··· Exercise material ···
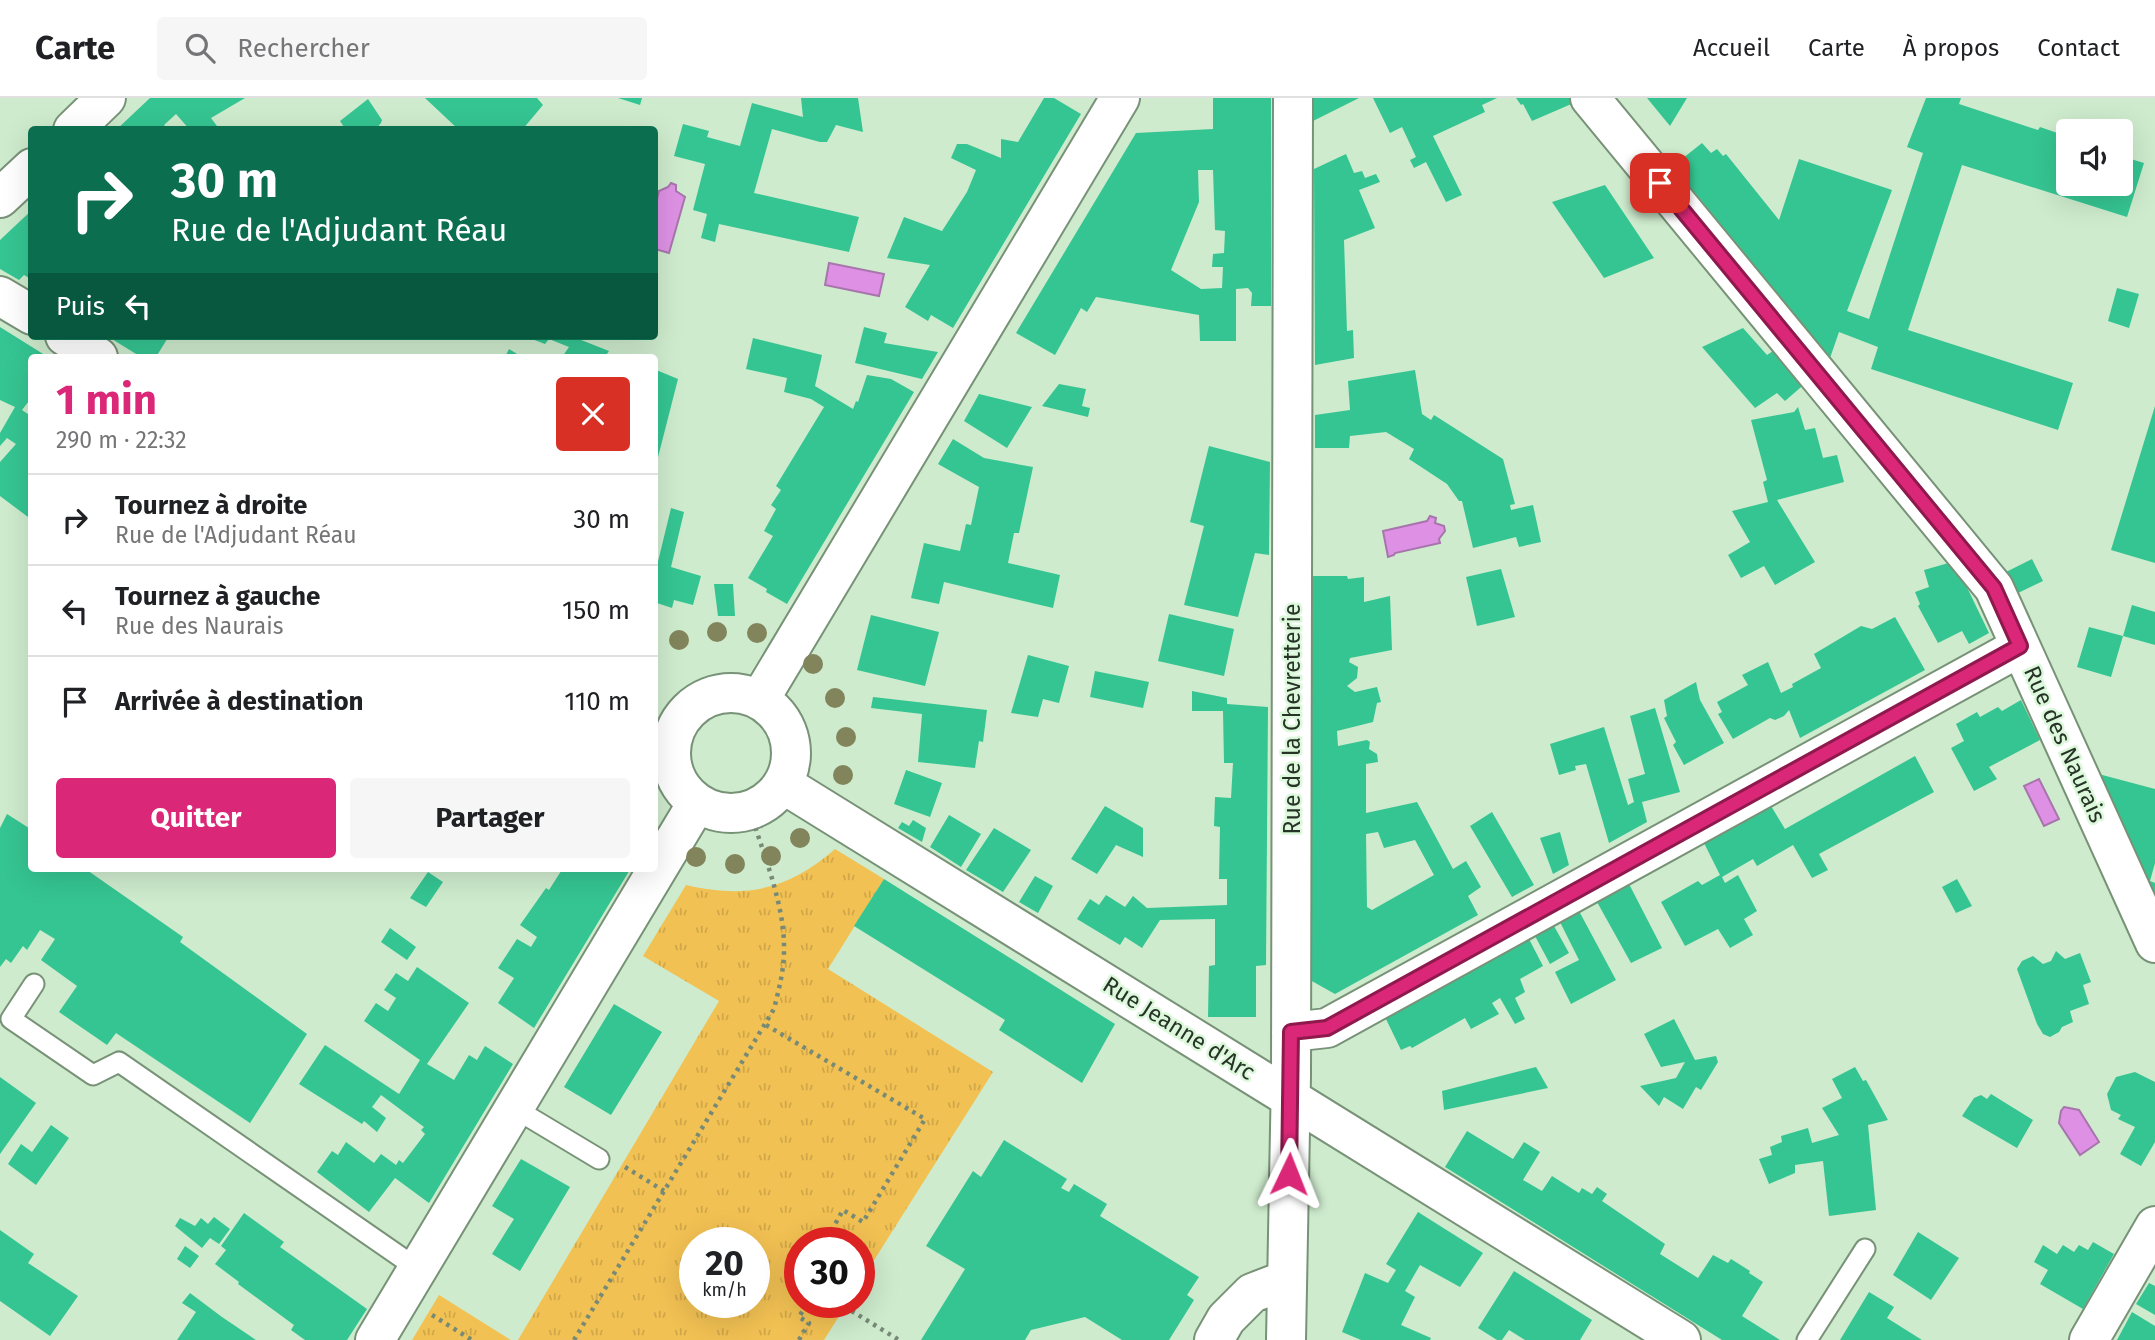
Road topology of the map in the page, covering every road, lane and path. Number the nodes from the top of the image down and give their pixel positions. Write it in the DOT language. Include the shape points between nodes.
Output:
graph roads {
  1 [pos="106,98"];
  2 [pos="1120,98"];
  3 [pos="1293,98"];
  4 [pos="1590,98"];
  5 [pos="77,126"];
  6 [pos="28,172"];
  7 [pos="0,198"];
  8 [pos="0,296"];
  9 [pos="28,313"];
  10 [pos="71,340"];
  11 [pos="93,354"];
  12 [pos="2020,646"];
  13 [pos="761,699"];
  14 [pos="667,712"];
  15 [pos="783,784"];
  16 [pos="697,803"];
  17 [pos="750,811"];
  18 [pos="658,868"];
  19 [pos="656,872"];
  20 [pos="2155,943"];
  21 [pos="34,984"];
  22 [pos="766,1025"];
  23 [pos="1291,1032"];
  24 [pos="1291,1097"];
  25 [pos="514,1108"];
  26 [pos="599,1159"];
  27 [pos="664,1191"];
  28 [pos="2155,1226"];
  29 [pos="833,1227"];
  30 [pos="1865,1248"];
  31 [pos="418,1269"];
  32 [pos="1286,1280"];
  33 [pos="428,1313"];
  34 [pos="801,1318"];
  35 [pos="863,1318"];
  36 [pos="375,1340"];
  37 [pos="472,1340"];
  38 [pos="574,1340"];
  39 [pos="799,1340"];
  40 [pos="899,1340"];
  41 [pos="1214,1340"];
  42 [pos="1286,1340"];
  43 [pos="1681,1340"];
  44 [pos="1807,1340"];
  45 [pos="2089,1340"];
  1 -- 5 [label="street"];
  2 -- 13 [label="street"];
  3 -- 23 [label="street, Rue de la Chevretterie"];
  4 -- 12 [label="street, Rue des Naurais" via="1994,588"];
  6 -- 7 [label="street"];
  8 -- 9 [label="street"];
  10 -- 11 [label="street"];
  12 -- 20 [label="street, Rue des Naurais"];
  12 -- 23 [label="street" via="1327,1028"];
  13 -- 14 [label="street" via="725,692"];
  13 -- 15 [label="street" via="787,727 792,746 791,766"];
  14 -- 16 [label="street" via="675,774"];
  15 -- 17 [label="street" via="775,796"];
  15 -- 24 [label="street, Rue Jeanne d'Arc"];
  16 -- 17 [label="street" via="714,811"];
  16 -- 18 [label="street"];
  17 -- 22 [label="path" via="773,886 784,948 782,980"];
  19 -- 25 [label="street"];
  21 -- 31 [label="lane" via="11,1019 93,1075 118,1062"];
  22 -- 27 [label="path"];
  22 -- 29 [label="path" via="925,1119 863,1222 843,1210"];
  23 -- 24 [label="street, Rue de la Chevretterie"];
  24 -- 32 [label="street, Rue de la Chevretterie"];
  24 -- 43 [label="street, Rue Jeanne d'Arc"];
  25 -- 26 [label="lane"];
  25 -- 31 [label="street"];
  26 -- 27 [label="path" via="623,1166"];
  27 -- 38 [label="path"];
  28 -- 45 [label="street"];
  30 -- 44 [label="lane"];
  31 -- 36 [label="street"];
  32 -- 41 [label="street" via="1252,1293 1226,1319"];
  32 -- 42 [label="street, Rue de la Chevretterie"];
  33 -- 37 [label="path"];
  34 -- 39 [label="path" via="809,1323"];
  35 -- 40 [label="path"];
}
···
Work instructions:
Print every entry exactly; omit the pictures.

Expected answer:
Road topology of the map in the page, covering every road, lane and path. Number the nodes from the top of the image down and give their pixel positions. Write it in the DOT language. Include the shape points between nodes.
Output:
graph roads {
  1 [pos="106,98"];
  2 [pos="1120,98"];
  3 [pos="1293,98"];
  4 [pos="1590,98"];
  5 [pos="77,126"];
  6 [pos="28,172"];
  7 [pos="0,198"];
  8 [pos="0,296"];
  9 [pos="28,313"];
  10 [pos="71,340"];
  11 [pos="93,354"];
  12 [pos="2020,646"];
  13 [pos="761,699"];
  14 [pos="667,712"];
  15 [pos="783,784"];
  16 [pos="697,803"];
  17 [pos="750,811"];
  18 [pos="658,868"];
  19 [pos="656,872"];
  20 [pos="2155,943"];
  21 [pos="34,984"];
  22 [pos="766,1025"];
  23 [pos="1291,1032"];
  24 [pos="1291,1097"];
  25 [pos="514,1108"];
  26 [pos="599,1159"];
  27 [pos="664,1191"];
  28 [pos="2155,1226"];
  29 [pos="833,1227"];
  30 [pos="1865,1248"];
  31 [pos="418,1269"];
  32 [pos="1286,1280"];
  33 [pos="428,1313"];
  34 [pos="801,1318"];
  35 [pos="863,1318"];
  36 [pos="375,1340"];
  37 [pos="472,1340"];
  38 [pos="574,1340"];
  39 [pos="799,1340"];
  40 [pos="899,1340"];
  41 [pos="1214,1340"];
  42 [pos="1286,1340"];
  43 [pos="1681,1340"];
  44 [pos="1807,1340"];
  45 [pos="2089,1340"];
  1 -- 5 [label="street"];
  2 -- 13 [label="street"];
  3 -- 23 [label="street, Rue de la Chevretterie"];
  4 -- 12 [label="street, Rue des Naurais" via="1994,588"];
  6 -- 7 [label="street"];
  8 -- 9 [label="street"];
  10 -- 11 [label="street"];
  12 -- 20 [label="street, Rue des Naurais"];
  12 -- 23 [label="street" via="1327,1028"];
  13 -- 14 [label="street" via="725,692"];
  13 -- 15 [label="street" via="787,727 792,746 791,766"];
  14 -- 16 [label="street" via="675,774"];
  15 -- 17 [label="street" via="775,796"];
  15 -- 24 [label="street, Rue Jeanne d'Arc"];
  16 -- 17 [label="street" via="714,811"];
  16 -- 18 [label="street"];
  17 -- 22 [label="path" via="773,886 784,948 782,980"];
  19 -- 25 [label="street"];
  21 -- 31 [label="lane" via="11,1019 93,1075 118,1062"];
  22 -- 27 [label="path"];
  22 -- 29 [label="path" via="925,1119 863,1222 843,1210"];
  23 -- 24 [label="street, Rue de la Chevretterie"];
  24 -- 32 [label="street, Rue de la Chevretterie"];
  24 -- 43 [label="street, Rue Jeanne d'Arc"];
  25 -- 26 [label="lane"];
  25 -- 31 [label="street"];
  26 -- 27 [label="path" via="623,1166"];
  27 -- 38 [label="path"];
  28 -- 45 [label="street"];
  30 -- 44 [label="lane"];
  31 -- 36 [label="street"];
  32 -- 41 [label="street" via="1252,1293 1226,1319"];
  32 -- 42 [label="street, Rue de la Chevretterie"];
  33 -- 37 [label="path"];
  34 -- 39 [label="path" via="809,1323"];
  35 -- 40 [label="path"];
}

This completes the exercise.